Of course, the Moon currently has no tides, even though the Earth’s gravity is much stronger than the Moon’s. Or rather, the Moon has much larger tidal bulges, on the exact center of the near side of the Moon and the exact center of the far side of the Moon, it’s just that those points are stationary on the Moon (except for tiny wobbles). The immense tidal force the Earth puts on the Moon has slowed its rotation until it rotates exactly once every revolution. The Moon’s tidal force is slowing the rotation of the Earth too, it’s just that the tidal force is a lot lower and the Earth has a lot more angular momentum. Back when the Earth was first formed, the day was only about 9 hours and has slowed to 24 hours over 4 billion years.
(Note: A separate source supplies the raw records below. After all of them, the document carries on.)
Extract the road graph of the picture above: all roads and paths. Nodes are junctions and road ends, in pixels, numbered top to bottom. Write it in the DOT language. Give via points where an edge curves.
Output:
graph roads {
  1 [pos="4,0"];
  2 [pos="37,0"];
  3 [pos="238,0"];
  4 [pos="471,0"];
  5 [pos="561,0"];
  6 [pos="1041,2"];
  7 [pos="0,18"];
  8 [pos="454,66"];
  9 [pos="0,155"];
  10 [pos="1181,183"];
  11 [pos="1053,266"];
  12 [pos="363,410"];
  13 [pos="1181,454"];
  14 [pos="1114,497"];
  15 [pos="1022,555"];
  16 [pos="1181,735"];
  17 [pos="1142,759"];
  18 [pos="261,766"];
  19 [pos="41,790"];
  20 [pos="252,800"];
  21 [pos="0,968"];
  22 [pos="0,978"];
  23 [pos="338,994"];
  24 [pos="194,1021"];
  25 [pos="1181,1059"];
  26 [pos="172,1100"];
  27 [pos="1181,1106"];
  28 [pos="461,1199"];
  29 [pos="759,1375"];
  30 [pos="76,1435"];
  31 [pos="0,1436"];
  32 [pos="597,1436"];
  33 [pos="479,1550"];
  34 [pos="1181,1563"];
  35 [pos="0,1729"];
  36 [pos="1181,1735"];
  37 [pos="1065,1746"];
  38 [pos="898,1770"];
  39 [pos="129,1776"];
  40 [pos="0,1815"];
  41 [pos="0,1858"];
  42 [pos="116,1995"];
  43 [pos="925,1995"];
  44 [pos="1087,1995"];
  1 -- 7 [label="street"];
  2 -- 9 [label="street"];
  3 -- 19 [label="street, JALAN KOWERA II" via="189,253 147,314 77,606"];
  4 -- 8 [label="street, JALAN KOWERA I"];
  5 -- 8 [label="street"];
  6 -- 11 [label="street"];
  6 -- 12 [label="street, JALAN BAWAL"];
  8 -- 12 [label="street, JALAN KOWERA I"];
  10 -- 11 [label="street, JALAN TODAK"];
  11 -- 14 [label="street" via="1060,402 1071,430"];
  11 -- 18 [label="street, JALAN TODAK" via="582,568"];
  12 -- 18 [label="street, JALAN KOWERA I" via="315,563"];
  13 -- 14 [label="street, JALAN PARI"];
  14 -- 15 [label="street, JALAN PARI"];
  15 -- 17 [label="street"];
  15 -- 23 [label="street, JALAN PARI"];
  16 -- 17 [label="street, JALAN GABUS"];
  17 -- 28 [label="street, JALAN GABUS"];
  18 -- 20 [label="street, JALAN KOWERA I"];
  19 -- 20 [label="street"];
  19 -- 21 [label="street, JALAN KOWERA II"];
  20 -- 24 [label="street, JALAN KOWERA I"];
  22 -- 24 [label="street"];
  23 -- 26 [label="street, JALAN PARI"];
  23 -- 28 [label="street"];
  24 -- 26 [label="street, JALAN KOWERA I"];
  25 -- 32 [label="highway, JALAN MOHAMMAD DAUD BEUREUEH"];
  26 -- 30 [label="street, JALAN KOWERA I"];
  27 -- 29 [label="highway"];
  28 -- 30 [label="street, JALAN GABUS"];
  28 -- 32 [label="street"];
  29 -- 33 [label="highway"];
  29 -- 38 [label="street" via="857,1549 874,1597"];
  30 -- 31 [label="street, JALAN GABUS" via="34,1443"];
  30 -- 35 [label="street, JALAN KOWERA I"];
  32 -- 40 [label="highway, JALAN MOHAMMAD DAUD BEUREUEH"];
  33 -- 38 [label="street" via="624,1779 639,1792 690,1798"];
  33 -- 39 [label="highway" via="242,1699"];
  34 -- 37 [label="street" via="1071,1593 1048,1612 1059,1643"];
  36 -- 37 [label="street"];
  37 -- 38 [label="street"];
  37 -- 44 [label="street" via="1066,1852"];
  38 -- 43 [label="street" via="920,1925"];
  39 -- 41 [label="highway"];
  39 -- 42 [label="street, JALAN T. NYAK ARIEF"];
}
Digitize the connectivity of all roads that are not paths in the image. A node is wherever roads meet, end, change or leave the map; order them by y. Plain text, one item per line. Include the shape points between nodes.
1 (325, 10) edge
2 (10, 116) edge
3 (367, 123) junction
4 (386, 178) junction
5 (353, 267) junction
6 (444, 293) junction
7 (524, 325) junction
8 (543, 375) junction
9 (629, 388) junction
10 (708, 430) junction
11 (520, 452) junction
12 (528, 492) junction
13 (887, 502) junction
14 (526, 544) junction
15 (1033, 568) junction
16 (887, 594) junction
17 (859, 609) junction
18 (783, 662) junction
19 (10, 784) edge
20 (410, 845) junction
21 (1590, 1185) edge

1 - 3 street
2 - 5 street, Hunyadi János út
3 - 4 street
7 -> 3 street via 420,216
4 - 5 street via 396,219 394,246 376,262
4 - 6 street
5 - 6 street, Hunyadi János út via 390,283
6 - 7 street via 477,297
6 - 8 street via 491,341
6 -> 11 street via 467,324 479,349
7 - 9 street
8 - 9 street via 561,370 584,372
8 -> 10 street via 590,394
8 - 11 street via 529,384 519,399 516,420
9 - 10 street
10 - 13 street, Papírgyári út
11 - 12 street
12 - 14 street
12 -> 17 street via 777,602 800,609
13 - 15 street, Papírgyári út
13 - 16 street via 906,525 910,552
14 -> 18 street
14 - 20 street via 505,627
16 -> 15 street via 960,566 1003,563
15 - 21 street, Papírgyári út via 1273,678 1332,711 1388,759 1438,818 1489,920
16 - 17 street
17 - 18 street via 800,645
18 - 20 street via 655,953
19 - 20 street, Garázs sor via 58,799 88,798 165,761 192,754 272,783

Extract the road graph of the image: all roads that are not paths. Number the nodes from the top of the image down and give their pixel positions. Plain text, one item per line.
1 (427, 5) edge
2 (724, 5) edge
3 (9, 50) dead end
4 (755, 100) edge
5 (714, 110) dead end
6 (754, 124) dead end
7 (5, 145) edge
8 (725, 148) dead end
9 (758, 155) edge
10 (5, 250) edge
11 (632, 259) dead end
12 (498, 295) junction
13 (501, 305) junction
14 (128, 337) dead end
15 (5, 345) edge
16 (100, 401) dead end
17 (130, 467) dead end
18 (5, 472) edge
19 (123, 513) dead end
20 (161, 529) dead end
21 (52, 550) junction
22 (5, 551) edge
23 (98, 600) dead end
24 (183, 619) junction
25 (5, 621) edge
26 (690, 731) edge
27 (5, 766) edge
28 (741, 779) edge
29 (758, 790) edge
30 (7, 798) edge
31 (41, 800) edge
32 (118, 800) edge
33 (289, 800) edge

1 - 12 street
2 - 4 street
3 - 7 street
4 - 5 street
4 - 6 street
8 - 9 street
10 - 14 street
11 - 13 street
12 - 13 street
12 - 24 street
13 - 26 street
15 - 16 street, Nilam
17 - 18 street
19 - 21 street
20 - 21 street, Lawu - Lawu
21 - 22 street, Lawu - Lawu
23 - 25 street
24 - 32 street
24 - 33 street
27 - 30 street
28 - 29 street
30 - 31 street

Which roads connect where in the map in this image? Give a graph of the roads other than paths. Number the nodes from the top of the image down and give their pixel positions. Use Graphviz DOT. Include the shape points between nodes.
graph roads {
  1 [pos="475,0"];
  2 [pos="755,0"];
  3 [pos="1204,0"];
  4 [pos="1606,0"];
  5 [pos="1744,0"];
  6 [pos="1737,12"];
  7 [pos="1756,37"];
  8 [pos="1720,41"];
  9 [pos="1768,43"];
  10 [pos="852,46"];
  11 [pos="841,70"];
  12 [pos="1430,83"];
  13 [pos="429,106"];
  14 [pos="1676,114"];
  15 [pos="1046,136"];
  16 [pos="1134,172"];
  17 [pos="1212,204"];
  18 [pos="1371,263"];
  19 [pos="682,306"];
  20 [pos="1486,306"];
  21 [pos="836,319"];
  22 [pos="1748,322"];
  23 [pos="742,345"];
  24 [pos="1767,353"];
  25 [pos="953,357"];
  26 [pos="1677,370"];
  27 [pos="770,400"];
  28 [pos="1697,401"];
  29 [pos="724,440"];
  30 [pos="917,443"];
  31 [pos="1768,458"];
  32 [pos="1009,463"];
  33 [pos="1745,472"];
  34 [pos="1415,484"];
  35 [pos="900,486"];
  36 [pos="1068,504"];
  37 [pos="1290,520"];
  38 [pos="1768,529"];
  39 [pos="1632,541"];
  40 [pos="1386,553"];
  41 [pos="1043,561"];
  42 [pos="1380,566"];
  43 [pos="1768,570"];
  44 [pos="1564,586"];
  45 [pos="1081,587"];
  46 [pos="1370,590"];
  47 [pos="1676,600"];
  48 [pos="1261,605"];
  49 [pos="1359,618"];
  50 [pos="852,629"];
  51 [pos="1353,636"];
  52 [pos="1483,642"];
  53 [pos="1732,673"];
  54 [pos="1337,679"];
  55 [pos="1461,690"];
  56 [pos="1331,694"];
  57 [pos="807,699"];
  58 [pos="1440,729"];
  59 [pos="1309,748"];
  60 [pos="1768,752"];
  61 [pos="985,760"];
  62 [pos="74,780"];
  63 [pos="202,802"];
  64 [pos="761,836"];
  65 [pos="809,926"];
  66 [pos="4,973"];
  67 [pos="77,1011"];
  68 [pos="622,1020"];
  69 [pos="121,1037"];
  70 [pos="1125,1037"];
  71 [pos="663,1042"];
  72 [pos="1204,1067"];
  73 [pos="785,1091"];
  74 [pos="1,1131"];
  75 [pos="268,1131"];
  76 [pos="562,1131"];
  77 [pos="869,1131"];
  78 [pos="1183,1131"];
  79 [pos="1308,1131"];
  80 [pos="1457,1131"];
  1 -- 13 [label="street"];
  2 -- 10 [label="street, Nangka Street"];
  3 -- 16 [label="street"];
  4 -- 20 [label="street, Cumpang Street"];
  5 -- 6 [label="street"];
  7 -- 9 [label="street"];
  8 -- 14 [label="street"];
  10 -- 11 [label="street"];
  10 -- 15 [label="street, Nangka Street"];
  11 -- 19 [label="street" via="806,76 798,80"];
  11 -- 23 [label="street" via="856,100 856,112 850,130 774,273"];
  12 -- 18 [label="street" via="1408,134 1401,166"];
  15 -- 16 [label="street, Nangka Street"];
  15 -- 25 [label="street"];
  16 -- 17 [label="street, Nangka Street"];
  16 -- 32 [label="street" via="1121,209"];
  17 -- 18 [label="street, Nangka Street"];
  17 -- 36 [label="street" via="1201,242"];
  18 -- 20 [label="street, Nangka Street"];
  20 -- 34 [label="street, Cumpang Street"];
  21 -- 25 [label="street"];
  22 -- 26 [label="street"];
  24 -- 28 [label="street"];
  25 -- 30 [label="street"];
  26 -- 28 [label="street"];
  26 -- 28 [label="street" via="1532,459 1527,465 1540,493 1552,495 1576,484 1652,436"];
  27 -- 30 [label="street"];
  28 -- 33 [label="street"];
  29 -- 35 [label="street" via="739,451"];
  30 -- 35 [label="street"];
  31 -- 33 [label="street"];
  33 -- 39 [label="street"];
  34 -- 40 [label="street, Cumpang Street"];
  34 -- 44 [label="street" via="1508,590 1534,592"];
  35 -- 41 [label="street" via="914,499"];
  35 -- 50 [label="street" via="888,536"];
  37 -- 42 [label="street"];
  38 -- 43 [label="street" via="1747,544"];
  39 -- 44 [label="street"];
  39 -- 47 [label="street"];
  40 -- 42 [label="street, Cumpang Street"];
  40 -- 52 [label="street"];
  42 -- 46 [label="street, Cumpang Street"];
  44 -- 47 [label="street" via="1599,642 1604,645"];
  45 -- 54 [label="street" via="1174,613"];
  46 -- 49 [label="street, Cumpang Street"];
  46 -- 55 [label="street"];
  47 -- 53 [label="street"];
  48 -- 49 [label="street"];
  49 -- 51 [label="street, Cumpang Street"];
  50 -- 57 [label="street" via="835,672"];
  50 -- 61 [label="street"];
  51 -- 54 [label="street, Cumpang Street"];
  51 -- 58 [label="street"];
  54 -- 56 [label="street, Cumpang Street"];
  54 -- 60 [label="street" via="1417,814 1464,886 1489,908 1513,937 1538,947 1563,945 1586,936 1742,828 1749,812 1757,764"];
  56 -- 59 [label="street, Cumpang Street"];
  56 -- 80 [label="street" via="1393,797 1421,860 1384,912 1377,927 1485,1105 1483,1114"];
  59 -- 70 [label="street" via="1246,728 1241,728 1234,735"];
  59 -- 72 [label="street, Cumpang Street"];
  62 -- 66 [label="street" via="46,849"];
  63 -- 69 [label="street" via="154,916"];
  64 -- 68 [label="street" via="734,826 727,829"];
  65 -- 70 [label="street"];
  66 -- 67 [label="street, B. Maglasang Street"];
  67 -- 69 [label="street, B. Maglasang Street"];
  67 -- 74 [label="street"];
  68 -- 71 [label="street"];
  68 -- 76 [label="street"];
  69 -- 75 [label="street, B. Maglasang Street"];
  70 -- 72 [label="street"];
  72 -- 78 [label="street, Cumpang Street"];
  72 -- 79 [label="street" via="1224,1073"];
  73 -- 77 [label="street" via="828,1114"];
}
Given enough time the Earth’s rotation could slow so much that a day lasts a month, and then the Moon would be stationary in the sky. However, the Moon is receding from the Earth, which means that its tidal force on the Earth is lowering. So long before a day equals a month, the Sun will have expanded to a red giant and the Earth-Moon system will be swallowed up.
As an aside, you know how, when you were first learning astronomy, you learned that there was no significance to the “empty focal point” of an elliptical orbit? Well, a tidally-locked object like the Moon doesn’t actually keep the same face pointed at the Earth: It actually keeps the same face pointed at that empty focal point, due to those small wobbles.